Dataset items:
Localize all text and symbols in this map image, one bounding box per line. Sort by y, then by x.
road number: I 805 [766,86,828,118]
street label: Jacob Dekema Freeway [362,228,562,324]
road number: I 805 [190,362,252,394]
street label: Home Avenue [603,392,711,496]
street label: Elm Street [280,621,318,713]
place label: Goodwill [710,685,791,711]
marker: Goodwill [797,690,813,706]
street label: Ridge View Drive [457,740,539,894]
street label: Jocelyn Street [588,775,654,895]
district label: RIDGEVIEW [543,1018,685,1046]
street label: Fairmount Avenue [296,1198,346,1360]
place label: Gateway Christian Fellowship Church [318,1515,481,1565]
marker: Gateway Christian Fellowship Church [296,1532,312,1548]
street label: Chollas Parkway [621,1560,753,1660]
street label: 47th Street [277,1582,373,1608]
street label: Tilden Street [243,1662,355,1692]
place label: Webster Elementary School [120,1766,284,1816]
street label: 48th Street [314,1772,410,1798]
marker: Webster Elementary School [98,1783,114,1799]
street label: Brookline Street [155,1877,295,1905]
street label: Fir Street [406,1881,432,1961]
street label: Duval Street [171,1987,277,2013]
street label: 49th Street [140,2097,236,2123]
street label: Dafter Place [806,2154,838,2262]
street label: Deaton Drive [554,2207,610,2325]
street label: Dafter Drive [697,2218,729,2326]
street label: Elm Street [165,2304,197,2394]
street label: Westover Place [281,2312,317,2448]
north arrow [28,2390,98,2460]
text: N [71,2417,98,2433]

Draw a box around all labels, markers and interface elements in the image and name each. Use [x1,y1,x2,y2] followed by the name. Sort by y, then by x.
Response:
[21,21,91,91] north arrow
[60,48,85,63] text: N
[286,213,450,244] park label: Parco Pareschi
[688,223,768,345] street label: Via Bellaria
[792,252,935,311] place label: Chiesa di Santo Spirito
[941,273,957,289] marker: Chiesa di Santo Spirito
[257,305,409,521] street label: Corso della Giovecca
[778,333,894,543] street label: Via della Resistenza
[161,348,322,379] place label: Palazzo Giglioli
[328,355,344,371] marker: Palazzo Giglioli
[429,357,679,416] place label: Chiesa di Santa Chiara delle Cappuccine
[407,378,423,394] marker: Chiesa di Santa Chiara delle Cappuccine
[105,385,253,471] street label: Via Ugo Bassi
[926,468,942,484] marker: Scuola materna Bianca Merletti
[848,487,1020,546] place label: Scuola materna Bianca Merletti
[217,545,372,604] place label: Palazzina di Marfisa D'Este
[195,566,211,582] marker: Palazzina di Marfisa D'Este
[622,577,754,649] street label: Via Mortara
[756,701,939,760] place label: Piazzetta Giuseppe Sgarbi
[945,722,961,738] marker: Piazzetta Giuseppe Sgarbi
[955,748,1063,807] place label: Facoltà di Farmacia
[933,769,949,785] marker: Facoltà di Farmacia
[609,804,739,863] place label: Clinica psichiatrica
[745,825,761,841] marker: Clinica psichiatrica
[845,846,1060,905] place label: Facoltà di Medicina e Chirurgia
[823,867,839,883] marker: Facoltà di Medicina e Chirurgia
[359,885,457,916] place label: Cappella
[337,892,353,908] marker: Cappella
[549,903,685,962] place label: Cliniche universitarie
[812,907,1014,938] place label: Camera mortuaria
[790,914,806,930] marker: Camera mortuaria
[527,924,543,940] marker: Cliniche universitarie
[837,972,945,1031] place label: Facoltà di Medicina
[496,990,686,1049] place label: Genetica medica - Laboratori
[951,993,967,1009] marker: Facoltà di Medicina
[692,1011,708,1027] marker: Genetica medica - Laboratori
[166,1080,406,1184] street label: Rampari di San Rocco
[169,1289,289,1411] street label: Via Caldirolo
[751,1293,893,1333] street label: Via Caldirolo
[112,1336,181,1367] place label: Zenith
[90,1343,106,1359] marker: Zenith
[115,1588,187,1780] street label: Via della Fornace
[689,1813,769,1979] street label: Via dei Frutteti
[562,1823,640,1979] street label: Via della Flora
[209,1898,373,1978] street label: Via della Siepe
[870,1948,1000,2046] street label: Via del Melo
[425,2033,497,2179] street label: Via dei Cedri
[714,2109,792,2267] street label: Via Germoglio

Problem to solve ▸ Emit the records above again, exactly, with no line skipped.

Exercise result ▸
Localize all text and symbols in this map image, one bounding box per line. Sort by y, then by x.
road number: I 805 [766,86,828,118]
street label: Jacob Dekema Freeway [362,228,562,324]
road number: I 805 [190,362,252,394]
street label: Home Avenue [603,392,711,496]
street label: Elm Street [280,621,318,713]
place label: Goodwill [710,685,791,711]
marker: Goodwill [797,690,813,706]
street label: Ridge View Drive [457,740,539,894]
street label: Jocelyn Street [588,775,654,895]
district label: RIDGEVIEW [543,1018,685,1046]
street label: Fairmount Avenue [296,1198,346,1360]
place label: Gateway Christian Fellowship Church [318,1515,481,1565]
marker: Gateway Christian Fellowship Church [296,1532,312,1548]
street label: Chollas Parkway [621,1560,753,1660]
street label: 47th Street [277,1582,373,1608]
street label: Tilden Street [243,1662,355,1692]
place label: Webster Elementary School [120,1766,284,1816]
street label: 48th Street [314,1772,410,1798]
marker: Webster Elementary School [98,1783,114,1799]
street label: Brookline Street [155,1877,295,1905]
street label: Fir Street [406,1881,432,1961]
street label: Duval Street [171,1987,277,2013]
street label: 49th Street [140,2097,236,2123]
street label: Dafter Place [806,2154,838,2262]
street label: Deaton Drive [554,2207,610,2325]
street label: Dafter Drive [697,2218,729,2326]
street label: Elm Street [165,2304,197,2394]
street label: Westover Place [281,2312,317,2448]
north arrow [28,2390,98,2460]
text: N [71,2417,98,2433]

Draw a box around all labels, markers and interface elements in the image and name each. Use [x1,y1,x2,y2] followed by the name. Sort by y, then by x.
Response:
[21,21,91,91] north arrow
[60,48,85,63] text: N
[286,213,450,244] park label: Parco Pareschi
[688,223,768,345] street label: Via Bellaria
[792,252,935,311] place label: Chiesa di Santo Spirito
[941,273,957,289] marker: Chiesa di Santo Spirito
[257,305,409,521] street label: Corso della Giovecca
[778,333,894,543] street label: Via della Resistenza
[161,348,322,379] place label: Palazzo Giglioli
[328,355,344,371] marker: Palazzo Giglioli
[429,357,679,416] place label: Chiesa di Santa Chiara delle Cappuccine
[407,378,423,394] marker: Chiesa di Santa Chiara delle Cappuccine
[105,385,253,471] street label: Via Ugo Bassi
[926,468,942,484] marker: Scuola materna Bianca Merletti
[848,487,1020,546] place label: Scuola materna Bianca Merletti
[217,545,372,604] place label: Palazzina di Marfisa D'Este
[195,566,211,582] marker: Palazzina di Marfisa D'Este
[622,577,754,649] street label: Via Mortara
[756,701,939,760] place label: Piazzetta Giuseppe Sgarbi
[945,722,961,738] marker: Piazzetta Giuseppe Sgarbi
[955,748,1063,807] place label: Facoltà di Farmacia
[933,769,949,785] marker: Facoltà di Farmacia
[609,804,739,863] place label: Clinica psichiatrica
[745,825,761,841] marker: Clinica psichiatrica
[845,846,1060,905] place label: Facoltà di Medicina e Chirurgia
[823,867,839,883] marker: Facoltà di Medicina e Chirurgia
[359,885,457,916] place label: Cappella
[337,892,353,908] marker: Cappella
[549,903,685,962] place label: Cliniche universitarie
[812,907,1014,938] place label: Camera mortuaria
[790,914,806,930] marker: Camera mortuaria
[527,924,543,940] marker: Cliniche universitarie
[837,972,945,1031] place label: Facoltà di Medicina
[496,990,686,1049] place label: Genetica medica - Laboratori
[951,993,967,1009] marker: Facoltà di Medicina
[692,1011,708,1027] marker: Genetica medica - Laboratori
[166,1080,406,1184] street label: Rampari di San Rocco
[169,1289,289,1411] street label: Via Caldirolo
[751,1293,893,1333] street label: Via Caldirolo
[112,1336,181,1367] place label: Zenith
[90,1343,106,1359] marker: Zenith
[115,1588,187,1780] street label: Via della Fornace
[689,1813,769,1979] street label: Via dei Frutteti
[562,1823,640,1979] street label: Via della Flora
[209,1898,373,1978] street label: Via della Siepe
[870,1948,1000,2046] street label: Via del Melo
[425,2033,497,2179] street label: Via dei Cedri
[714,2109,792,2267] street label: Via Germoglio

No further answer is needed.